**WORK TO BE COMPLETED**
Which lines of the records below contain the word "street"? Report each of them in full.

**DATA UNDER STUDY**

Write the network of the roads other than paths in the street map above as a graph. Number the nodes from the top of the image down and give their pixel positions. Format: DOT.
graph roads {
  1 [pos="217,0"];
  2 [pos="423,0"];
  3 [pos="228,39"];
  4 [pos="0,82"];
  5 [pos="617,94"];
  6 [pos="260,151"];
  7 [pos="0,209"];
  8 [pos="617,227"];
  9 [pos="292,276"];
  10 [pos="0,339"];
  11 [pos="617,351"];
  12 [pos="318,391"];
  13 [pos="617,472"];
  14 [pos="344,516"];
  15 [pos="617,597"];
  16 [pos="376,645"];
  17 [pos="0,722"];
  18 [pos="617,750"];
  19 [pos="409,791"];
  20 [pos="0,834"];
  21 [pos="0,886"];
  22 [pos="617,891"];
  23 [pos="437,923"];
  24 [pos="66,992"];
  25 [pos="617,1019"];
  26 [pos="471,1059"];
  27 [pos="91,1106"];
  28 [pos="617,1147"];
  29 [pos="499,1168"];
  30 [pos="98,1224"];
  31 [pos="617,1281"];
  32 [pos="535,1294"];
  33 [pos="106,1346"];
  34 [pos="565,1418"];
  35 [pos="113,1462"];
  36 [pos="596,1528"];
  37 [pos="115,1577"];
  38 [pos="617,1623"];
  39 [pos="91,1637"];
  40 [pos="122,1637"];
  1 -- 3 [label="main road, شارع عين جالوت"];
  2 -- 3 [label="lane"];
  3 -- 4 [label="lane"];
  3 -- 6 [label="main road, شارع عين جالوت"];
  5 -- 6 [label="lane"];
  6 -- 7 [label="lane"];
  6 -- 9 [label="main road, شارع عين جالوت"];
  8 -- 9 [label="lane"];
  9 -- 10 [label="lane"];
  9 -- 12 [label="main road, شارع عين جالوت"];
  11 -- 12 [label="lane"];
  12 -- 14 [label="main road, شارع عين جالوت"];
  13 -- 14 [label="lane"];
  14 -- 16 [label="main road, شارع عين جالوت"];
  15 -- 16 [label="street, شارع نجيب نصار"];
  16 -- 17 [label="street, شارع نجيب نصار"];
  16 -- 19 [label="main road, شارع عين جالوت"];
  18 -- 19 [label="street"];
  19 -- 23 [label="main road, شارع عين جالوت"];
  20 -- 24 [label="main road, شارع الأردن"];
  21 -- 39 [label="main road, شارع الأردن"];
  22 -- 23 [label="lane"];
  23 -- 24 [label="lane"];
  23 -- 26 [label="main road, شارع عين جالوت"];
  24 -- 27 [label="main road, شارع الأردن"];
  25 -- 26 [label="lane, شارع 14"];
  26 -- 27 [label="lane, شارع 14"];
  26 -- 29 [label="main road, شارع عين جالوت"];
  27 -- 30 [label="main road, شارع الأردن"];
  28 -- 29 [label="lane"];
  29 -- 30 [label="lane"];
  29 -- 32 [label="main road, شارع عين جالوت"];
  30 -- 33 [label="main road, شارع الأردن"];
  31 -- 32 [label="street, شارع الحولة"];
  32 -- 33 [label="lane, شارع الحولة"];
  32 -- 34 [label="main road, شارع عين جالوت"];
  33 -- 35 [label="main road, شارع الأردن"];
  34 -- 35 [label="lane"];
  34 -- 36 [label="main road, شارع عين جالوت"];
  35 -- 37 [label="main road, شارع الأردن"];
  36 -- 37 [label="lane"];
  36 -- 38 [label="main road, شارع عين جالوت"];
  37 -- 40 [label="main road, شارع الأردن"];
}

**WORKED SOLUTION**
Write the network of the roads other than paths in the street map above as a graph. Number the nodes from the top of the image down and give their pixel positions. Format: DOT.
  15 -- 16 [label="street, شارع نجيب نصار"];
  16 -- 17 [label="street, شارع نجيب نصار"];
  18 -- 19 [label="street"];
  31 -- 32 [label="street, شارع الحولة"];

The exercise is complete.